По прибытию в Монтессерат Иниго совершил генеральную исповедь. Вместе с основательной подготовкой эта исповедь заняла три дня. Монах, которому он исповедовался, вероятно, дал ему кроме обычных книг для подготовки к исповеди, содержавших подробные зерцала совести, еще одну книгу, которая должна была оказать на него значительное влияние: «Книгу упражнений в духовной жизни» аббата-реформатора Гарсии Хименеса де Сиснероса, племянника вышеупомянутого кардинала Сиснероса. Этот аббат и многие насельники этого монастыря испытали на себе влияние широко распространенного в Нидерландах духовного движения devotio moderna (новое благочестие). Прежде всего, простые христиане пытались вести благочестивую жизнь, основываясь на личном размышлении над Священным Писанием. С помощью методического размышления над библейскими текстами они хотели заключить наставления Писания в свое сердце, чтобы действительно подражать Христу в собственной жизни. Аббат Сиснерос принес это новое течение на Монтессерат и составил книгу упражнений, которая должна была помочь тем, кто желал созерцать Писание таким образом. Вероятно, на Монтессерате Иниго перенял многие из советов этой книги, которые он затем использовал для собственной молитвы и размышления. Некоторые идеи из книги Сиснероса мы находим в Духовных упражнений.
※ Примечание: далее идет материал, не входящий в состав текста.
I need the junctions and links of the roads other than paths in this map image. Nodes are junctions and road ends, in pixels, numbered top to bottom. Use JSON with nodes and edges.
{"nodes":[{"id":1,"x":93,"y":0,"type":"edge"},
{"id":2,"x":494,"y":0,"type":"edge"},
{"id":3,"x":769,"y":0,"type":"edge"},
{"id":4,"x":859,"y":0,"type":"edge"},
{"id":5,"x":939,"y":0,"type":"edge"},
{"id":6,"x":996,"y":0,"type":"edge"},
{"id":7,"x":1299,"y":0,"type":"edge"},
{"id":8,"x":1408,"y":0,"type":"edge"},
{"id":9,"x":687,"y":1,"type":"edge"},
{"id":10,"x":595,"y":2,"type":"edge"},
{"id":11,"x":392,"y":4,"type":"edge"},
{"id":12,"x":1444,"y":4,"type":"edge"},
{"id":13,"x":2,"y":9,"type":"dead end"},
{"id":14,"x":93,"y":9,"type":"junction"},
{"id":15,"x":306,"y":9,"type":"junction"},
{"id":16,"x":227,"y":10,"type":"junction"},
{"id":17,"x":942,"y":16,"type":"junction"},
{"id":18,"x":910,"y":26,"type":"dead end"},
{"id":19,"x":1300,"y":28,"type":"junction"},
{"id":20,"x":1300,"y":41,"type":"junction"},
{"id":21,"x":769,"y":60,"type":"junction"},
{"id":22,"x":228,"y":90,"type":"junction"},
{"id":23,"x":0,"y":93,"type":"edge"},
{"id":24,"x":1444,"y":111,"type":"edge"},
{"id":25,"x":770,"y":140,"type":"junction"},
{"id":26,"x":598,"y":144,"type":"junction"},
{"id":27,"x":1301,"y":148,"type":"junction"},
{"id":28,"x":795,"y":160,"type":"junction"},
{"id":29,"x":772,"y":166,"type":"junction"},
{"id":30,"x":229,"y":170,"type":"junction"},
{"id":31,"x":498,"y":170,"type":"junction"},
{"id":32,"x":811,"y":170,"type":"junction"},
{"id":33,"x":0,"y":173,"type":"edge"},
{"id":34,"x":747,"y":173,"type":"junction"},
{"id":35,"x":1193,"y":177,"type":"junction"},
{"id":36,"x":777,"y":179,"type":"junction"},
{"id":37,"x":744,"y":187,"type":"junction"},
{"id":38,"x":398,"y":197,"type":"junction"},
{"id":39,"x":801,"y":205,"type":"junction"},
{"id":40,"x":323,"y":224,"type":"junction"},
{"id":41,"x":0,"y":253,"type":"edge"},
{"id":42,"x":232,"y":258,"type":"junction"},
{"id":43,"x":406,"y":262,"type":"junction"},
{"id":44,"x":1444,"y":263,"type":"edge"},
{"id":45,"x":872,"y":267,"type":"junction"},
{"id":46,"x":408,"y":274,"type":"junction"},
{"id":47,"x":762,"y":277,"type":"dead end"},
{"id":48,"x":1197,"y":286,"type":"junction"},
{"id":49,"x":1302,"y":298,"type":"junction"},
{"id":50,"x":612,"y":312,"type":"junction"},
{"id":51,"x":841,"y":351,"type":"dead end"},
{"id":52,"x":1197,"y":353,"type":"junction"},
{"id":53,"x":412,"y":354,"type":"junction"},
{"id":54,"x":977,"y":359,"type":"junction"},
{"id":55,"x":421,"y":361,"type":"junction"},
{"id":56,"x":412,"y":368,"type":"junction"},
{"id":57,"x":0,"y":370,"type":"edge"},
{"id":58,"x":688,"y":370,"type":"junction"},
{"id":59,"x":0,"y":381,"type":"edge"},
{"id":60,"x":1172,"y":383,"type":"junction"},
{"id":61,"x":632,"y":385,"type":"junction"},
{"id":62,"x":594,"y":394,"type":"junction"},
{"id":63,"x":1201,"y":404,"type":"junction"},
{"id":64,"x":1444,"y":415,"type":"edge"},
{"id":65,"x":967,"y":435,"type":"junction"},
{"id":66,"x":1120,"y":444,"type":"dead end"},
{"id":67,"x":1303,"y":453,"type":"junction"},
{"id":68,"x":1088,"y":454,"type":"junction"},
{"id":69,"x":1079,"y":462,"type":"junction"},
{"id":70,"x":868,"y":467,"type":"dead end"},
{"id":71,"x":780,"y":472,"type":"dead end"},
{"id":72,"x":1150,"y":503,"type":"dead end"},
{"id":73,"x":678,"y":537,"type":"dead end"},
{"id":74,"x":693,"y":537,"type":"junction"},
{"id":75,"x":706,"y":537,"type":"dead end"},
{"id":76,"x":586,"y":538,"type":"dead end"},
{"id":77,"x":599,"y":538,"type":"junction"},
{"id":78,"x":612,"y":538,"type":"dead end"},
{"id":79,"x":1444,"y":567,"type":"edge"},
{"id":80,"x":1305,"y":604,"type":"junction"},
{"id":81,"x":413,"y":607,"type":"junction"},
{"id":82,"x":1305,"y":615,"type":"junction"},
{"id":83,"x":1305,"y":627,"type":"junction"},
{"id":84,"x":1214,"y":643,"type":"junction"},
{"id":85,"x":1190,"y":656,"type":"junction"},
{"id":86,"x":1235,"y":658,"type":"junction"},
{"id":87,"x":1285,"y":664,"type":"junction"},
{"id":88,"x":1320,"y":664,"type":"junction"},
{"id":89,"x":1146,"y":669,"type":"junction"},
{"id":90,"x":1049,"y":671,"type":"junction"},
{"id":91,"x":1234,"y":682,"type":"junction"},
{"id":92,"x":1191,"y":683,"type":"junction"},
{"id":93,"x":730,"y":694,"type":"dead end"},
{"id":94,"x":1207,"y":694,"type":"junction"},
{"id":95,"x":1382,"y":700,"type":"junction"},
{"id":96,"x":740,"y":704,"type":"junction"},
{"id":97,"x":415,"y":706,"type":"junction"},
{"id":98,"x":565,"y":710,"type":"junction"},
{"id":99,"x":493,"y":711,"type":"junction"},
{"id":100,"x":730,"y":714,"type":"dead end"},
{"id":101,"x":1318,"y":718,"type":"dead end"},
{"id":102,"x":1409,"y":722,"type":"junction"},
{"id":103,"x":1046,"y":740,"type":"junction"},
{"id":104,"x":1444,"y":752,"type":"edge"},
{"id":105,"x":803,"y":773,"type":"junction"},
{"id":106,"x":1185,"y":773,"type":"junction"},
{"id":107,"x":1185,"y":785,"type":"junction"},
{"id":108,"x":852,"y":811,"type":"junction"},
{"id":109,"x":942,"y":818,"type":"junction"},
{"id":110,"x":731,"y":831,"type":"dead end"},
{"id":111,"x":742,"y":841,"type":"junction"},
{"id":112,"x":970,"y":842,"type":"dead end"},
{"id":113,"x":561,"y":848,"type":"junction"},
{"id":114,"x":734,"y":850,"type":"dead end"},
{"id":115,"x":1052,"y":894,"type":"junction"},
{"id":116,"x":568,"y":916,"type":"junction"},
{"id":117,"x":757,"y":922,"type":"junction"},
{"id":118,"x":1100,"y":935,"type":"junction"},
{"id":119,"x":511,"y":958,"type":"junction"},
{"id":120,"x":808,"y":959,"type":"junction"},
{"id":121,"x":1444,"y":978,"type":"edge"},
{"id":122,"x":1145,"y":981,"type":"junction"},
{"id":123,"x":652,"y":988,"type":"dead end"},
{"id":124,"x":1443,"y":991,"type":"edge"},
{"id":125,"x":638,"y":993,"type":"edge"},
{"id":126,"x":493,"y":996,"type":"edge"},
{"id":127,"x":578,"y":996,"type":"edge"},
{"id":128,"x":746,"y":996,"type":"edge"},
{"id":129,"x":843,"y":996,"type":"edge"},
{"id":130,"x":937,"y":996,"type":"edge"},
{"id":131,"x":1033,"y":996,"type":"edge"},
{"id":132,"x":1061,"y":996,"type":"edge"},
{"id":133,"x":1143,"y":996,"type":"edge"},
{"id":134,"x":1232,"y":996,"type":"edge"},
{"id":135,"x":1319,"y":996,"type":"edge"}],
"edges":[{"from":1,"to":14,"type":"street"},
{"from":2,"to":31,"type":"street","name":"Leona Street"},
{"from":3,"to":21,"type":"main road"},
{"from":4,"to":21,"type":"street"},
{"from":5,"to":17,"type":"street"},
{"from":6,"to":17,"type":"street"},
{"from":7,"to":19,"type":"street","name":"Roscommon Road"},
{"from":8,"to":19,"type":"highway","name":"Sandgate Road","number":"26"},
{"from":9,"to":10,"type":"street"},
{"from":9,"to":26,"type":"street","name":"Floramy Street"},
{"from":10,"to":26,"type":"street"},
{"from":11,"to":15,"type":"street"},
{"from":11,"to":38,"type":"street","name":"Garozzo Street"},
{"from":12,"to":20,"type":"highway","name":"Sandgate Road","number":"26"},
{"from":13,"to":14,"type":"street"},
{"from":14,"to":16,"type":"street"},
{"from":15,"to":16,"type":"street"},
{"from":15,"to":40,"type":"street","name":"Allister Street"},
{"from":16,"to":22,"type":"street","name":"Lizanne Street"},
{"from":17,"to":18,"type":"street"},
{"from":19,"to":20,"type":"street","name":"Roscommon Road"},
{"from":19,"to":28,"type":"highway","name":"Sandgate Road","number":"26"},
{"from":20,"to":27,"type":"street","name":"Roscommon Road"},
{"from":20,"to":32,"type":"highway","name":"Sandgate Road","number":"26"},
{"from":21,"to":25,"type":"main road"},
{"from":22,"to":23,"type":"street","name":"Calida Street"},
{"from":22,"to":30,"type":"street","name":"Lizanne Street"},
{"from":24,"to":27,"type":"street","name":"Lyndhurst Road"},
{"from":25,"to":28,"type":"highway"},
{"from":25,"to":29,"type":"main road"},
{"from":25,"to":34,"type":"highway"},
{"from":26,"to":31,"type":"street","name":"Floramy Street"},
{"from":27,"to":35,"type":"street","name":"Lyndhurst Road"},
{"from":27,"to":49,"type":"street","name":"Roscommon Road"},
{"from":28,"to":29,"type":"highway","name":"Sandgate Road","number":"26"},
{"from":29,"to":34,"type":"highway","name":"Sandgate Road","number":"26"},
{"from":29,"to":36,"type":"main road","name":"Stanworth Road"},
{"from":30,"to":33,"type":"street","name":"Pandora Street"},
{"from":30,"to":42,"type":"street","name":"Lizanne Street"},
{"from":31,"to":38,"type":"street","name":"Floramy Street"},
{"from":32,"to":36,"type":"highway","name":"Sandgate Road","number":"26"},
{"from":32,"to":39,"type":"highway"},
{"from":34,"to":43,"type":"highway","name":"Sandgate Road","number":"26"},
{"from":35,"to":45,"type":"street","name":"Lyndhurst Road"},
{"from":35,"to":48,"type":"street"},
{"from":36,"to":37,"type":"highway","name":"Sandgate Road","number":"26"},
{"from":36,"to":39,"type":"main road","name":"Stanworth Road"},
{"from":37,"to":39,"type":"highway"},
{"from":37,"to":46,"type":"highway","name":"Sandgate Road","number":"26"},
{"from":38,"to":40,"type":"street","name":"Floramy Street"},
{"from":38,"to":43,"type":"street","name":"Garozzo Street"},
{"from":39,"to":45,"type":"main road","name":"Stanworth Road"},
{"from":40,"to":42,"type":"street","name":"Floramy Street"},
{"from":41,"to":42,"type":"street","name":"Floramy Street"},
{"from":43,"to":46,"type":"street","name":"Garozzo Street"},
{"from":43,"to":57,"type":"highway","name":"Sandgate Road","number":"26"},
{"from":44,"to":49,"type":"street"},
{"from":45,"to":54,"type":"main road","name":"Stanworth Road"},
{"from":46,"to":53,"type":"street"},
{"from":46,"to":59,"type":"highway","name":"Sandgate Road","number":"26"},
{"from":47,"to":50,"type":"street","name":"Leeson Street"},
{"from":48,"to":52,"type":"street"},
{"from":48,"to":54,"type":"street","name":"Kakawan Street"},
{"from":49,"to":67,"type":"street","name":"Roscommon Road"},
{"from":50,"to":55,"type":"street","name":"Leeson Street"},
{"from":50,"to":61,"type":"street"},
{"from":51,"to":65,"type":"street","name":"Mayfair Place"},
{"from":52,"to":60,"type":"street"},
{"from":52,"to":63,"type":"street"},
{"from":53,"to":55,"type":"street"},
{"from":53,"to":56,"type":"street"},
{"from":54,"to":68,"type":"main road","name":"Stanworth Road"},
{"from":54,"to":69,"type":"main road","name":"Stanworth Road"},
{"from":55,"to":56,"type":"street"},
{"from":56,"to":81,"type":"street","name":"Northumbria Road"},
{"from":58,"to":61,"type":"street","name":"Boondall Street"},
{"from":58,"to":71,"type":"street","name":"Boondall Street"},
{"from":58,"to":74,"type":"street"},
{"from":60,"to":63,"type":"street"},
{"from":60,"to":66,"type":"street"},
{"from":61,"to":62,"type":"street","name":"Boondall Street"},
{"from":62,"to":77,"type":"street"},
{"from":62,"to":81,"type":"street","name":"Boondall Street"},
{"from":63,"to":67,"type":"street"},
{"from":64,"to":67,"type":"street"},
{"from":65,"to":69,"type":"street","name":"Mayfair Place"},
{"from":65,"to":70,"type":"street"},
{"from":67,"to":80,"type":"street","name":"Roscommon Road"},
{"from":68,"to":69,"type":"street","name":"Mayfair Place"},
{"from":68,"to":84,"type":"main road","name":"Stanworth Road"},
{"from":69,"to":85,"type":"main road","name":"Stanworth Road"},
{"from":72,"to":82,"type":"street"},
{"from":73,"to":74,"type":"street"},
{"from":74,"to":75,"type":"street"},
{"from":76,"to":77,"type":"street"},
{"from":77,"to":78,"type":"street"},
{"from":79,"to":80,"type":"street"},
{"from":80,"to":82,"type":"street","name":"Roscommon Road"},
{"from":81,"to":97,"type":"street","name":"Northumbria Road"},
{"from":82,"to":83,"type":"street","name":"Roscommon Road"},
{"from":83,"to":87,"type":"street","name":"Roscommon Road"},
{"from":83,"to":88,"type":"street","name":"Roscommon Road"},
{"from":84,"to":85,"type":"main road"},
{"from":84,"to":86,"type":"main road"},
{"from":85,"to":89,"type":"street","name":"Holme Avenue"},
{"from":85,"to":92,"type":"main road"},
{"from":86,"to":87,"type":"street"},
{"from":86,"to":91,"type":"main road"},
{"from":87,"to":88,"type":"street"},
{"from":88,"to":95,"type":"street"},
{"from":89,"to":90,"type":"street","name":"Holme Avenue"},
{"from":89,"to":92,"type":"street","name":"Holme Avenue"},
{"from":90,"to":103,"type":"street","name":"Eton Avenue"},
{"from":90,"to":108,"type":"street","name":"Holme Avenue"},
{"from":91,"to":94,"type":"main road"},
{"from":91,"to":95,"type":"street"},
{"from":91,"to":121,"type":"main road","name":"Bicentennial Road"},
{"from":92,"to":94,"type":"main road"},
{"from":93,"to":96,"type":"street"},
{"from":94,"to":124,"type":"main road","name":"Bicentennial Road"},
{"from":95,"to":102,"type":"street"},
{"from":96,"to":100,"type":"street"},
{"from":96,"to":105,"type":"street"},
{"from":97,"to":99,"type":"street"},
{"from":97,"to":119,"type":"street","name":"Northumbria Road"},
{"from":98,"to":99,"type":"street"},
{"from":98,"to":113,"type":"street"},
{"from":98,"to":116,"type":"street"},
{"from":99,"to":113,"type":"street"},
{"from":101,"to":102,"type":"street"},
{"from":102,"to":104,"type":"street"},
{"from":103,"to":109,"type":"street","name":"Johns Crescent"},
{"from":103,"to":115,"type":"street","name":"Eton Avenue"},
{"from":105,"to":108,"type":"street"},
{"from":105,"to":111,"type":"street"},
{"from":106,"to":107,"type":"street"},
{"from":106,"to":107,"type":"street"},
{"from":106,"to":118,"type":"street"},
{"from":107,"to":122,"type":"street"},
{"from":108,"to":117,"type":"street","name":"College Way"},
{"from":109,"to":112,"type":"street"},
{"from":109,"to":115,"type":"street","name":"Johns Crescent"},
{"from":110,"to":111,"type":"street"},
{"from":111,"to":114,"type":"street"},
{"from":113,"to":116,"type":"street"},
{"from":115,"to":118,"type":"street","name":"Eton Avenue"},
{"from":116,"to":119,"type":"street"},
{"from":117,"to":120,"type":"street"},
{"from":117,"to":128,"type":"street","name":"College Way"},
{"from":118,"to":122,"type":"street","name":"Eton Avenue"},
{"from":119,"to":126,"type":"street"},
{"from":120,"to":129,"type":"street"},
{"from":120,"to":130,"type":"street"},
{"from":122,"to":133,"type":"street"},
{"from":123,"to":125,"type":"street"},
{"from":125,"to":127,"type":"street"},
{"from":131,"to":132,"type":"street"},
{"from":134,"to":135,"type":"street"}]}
В ночь накануне посвящения в рыцари было принято, чтобы молодой человек в качестве подготовительного ритуала совершил молитвенное бдение перед статуей черной мадонны на Монтессерате. Иниго желал совершить подобное посвящение Марии в качестве своего посвящения в «духовное» рыцарство. Перед этим он подарил свои благородные одежды нищему и облачился в одеяние из мешковины, которое он заказал для себя в качестве «доспехов Христа» (РП 17). Это случилось в ночь с 24 на 25 марта накануне торжества Благовещения. Всю ночь он провел в молитве перед Богородицей, то стоя, то на коленях.

Теперь его внутренняя перемена получила ритуальную форму. На следующее утро он отправился в направлении Барселоны. В этой местности его хорошо знали, поэтому он пошел обходными путями, чтобы остаться не узнанным.

Время созревания. Манреса

Манреса – небольшой городок неподалеку от Монтессерата. Иниго хотел остаться там всего на несколько дней, а провел в нем более десяти месяцев. Причины этого мы не знаем. Возможно он заболел, или же не мог продолжить свой путь в Барселону, так как город был закрыт из-за свирепствовавшей там чумы. Может быть его переживания были столь сильны, что ему был необходим покой, чтобы по-настоящему разобраться в них. Пребывание в Манресе стало для него временем духовного созревания, значение которого едва ли возможно переоценить. Иниго жил в больнице для бедных и добывал себе пропитание, прося милостыню. Ежедневно он молился семь часов, стоя на коленях. Каждое утро посещал мессу, регулярно бичевал себя и соблюдал многодневные строгие посты. Каждую неделю он совершал исповедь и принимал причастие. Для того времени это было необычным и даже скандальным делом. Он совершенно перестал обращать внимание на свой внешний вид, не стриг ногти и волосы, чтобы победить свое тщеславие. Он не ел мяса и не пил вина во все дни за исключением воскресенья. В Рассказе паломника он подробно рассказывает о том, что происходило в это время в его душе. Это свидетельствует о том, что он придавал большое значение вопросу: как Бог вел его. Можно представить внутреннее развитие Иниго, разделив его на три этапа.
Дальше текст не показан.